_WHAT YOU WILL DO_
Go through the records and copy each line where the string "linejoin" occurs.

_Records from a data collection_
▽

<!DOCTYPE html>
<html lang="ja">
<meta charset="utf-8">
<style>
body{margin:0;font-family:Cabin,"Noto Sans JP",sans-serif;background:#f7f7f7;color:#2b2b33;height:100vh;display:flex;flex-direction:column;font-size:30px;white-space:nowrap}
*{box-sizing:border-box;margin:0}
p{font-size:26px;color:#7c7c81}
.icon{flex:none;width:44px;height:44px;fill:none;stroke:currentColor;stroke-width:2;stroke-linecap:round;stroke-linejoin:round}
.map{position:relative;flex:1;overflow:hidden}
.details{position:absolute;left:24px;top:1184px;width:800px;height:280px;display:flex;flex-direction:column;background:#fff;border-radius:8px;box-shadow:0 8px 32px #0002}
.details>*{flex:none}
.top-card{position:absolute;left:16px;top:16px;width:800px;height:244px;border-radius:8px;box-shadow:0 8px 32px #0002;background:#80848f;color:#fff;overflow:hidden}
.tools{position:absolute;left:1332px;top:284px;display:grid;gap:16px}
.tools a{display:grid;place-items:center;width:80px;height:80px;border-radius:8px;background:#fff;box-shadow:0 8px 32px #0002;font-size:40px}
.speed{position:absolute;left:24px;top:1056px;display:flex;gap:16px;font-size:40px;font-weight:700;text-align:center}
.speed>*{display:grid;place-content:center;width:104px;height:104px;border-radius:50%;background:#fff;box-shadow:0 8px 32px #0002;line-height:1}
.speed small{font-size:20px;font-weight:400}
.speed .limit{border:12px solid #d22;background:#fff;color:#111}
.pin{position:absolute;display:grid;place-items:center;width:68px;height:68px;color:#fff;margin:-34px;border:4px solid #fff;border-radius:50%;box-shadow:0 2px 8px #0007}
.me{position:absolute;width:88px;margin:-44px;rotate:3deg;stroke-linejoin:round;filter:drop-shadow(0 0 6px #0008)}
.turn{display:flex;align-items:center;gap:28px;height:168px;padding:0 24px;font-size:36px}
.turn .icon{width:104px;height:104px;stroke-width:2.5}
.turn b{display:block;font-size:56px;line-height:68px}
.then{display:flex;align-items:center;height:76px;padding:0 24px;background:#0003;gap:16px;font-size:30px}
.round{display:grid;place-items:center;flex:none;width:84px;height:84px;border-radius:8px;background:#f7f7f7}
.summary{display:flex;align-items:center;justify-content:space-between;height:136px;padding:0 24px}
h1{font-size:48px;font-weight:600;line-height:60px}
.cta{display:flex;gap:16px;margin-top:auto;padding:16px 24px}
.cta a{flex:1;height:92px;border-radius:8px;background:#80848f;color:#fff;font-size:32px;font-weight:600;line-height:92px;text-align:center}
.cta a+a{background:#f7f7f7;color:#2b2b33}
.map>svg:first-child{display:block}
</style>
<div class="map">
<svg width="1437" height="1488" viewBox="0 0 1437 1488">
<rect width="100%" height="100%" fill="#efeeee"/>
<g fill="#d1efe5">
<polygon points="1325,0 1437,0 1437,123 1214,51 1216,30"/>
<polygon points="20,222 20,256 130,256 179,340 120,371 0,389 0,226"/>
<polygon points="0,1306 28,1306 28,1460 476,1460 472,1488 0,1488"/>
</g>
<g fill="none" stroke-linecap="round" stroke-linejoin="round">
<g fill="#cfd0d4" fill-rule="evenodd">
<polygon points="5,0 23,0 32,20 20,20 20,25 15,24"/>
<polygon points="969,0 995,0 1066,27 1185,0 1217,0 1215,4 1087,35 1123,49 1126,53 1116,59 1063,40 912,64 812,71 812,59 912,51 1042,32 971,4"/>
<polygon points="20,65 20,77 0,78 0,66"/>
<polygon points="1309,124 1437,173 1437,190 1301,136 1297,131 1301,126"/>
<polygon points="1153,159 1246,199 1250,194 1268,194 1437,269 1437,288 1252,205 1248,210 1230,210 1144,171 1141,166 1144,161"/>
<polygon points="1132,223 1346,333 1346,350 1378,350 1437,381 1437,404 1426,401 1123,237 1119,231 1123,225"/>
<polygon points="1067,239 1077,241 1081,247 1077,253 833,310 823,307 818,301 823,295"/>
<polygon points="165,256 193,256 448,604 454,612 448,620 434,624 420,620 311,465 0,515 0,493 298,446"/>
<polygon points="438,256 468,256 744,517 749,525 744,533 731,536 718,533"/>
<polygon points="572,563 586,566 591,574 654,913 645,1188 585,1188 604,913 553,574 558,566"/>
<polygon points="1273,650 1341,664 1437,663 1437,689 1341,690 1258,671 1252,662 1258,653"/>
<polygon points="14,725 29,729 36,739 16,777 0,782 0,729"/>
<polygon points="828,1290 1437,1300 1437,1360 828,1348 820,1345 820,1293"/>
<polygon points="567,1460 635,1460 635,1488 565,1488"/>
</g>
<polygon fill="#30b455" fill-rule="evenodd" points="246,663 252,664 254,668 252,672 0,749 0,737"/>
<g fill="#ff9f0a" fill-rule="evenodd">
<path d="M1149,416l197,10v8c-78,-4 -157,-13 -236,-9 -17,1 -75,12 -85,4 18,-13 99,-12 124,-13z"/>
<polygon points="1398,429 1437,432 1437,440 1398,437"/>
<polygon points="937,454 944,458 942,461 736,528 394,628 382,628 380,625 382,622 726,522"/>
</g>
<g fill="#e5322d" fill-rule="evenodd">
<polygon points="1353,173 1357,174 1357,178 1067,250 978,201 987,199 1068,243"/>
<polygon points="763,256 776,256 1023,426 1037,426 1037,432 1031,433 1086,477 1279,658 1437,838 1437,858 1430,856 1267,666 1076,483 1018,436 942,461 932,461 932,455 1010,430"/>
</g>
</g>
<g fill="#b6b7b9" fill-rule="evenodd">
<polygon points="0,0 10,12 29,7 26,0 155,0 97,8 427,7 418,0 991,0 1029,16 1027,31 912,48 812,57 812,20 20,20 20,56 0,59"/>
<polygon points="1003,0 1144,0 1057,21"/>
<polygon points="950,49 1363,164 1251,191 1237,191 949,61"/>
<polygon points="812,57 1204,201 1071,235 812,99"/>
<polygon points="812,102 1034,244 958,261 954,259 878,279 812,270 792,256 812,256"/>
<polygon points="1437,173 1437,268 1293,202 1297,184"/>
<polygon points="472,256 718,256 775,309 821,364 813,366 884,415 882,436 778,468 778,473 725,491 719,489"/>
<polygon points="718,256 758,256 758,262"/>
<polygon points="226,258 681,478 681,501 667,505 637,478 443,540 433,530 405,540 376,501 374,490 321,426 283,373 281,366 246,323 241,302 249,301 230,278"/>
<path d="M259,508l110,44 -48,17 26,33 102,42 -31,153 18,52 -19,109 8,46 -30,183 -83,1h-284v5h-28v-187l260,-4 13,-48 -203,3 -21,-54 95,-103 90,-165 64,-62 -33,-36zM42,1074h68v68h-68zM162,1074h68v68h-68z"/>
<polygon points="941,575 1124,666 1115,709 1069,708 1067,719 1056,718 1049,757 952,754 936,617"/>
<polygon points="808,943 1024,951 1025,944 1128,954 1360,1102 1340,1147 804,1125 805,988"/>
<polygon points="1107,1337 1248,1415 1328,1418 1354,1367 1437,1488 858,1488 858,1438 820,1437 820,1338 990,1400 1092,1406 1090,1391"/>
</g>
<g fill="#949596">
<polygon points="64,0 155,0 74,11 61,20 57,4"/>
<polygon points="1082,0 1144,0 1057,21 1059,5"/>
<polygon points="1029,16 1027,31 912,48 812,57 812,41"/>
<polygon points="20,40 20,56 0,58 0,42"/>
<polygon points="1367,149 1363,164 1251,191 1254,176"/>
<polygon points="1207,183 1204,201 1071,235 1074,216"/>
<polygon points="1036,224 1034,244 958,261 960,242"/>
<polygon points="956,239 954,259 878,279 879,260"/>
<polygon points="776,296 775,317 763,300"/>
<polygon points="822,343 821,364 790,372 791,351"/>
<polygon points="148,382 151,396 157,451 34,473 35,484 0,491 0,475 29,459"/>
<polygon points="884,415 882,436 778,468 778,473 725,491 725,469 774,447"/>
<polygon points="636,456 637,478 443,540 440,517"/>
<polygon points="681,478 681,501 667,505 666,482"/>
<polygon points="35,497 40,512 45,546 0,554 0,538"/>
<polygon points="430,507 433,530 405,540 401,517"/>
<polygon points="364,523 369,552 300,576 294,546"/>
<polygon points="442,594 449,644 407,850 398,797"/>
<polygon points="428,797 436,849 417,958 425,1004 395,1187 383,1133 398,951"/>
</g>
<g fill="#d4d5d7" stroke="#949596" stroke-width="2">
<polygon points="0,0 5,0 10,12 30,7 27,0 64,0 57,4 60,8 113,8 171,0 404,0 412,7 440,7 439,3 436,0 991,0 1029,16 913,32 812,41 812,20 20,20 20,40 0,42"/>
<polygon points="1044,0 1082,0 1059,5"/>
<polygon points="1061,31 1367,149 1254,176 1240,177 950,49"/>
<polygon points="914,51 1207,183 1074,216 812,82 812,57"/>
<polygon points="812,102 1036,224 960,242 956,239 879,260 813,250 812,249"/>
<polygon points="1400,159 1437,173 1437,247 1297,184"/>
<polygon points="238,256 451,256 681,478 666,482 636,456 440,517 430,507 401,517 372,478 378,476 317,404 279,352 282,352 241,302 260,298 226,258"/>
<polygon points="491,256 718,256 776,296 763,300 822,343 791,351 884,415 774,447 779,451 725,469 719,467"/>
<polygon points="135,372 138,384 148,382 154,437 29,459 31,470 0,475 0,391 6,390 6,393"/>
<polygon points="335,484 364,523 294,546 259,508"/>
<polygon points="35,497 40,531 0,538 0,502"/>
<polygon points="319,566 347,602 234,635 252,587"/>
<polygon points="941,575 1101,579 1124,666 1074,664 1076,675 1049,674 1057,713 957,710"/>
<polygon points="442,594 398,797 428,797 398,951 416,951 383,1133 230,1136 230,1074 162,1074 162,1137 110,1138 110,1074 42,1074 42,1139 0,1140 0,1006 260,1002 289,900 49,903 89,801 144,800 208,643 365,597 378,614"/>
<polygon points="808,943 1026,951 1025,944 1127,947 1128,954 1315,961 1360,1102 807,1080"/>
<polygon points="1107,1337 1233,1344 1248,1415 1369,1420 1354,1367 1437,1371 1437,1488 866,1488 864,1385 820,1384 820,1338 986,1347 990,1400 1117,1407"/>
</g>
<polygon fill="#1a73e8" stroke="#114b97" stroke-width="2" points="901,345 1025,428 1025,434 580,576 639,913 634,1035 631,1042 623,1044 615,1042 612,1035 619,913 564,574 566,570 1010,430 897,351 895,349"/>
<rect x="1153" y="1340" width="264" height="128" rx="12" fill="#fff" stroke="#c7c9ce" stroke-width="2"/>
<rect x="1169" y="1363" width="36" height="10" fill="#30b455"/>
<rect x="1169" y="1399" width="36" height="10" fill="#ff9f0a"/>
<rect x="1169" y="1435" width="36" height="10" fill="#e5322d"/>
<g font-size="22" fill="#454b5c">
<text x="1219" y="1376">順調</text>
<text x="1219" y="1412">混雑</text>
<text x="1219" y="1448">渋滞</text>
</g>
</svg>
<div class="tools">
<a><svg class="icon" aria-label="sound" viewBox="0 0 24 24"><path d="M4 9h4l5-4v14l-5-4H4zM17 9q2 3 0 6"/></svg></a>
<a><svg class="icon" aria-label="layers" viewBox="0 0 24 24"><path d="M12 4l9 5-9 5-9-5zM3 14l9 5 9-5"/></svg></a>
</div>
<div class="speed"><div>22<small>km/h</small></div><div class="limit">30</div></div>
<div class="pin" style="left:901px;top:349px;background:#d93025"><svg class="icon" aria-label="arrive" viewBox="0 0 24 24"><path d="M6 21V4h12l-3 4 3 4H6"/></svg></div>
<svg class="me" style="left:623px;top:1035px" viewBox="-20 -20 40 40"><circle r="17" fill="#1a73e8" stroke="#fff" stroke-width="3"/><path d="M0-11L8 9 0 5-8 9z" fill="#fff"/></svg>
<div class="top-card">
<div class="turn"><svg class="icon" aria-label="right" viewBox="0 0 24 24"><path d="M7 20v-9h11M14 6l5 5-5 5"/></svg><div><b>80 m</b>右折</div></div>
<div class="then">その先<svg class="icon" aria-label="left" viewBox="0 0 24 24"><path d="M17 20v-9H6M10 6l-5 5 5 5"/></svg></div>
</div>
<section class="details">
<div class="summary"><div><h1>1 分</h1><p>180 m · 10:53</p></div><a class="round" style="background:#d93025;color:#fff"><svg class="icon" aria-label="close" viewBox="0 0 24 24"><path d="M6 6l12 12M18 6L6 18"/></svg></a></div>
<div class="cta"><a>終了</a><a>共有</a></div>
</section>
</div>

△

_EXPECTED ANSWER_
.icon{flex:none;width:44px;height:44px;fill:none;stroke:currentColor;stroke-width:2;stroke-linecap:round;stroke-linejoin:round}
.me{position:absolute;width:88px;margin:-44px;rotate:3deg;stroke-linejoin:round;filter:drop-shadow(0 0 6px #0008)}
<g fill="none" stroke-linecap="round" stroke-linejoin="round">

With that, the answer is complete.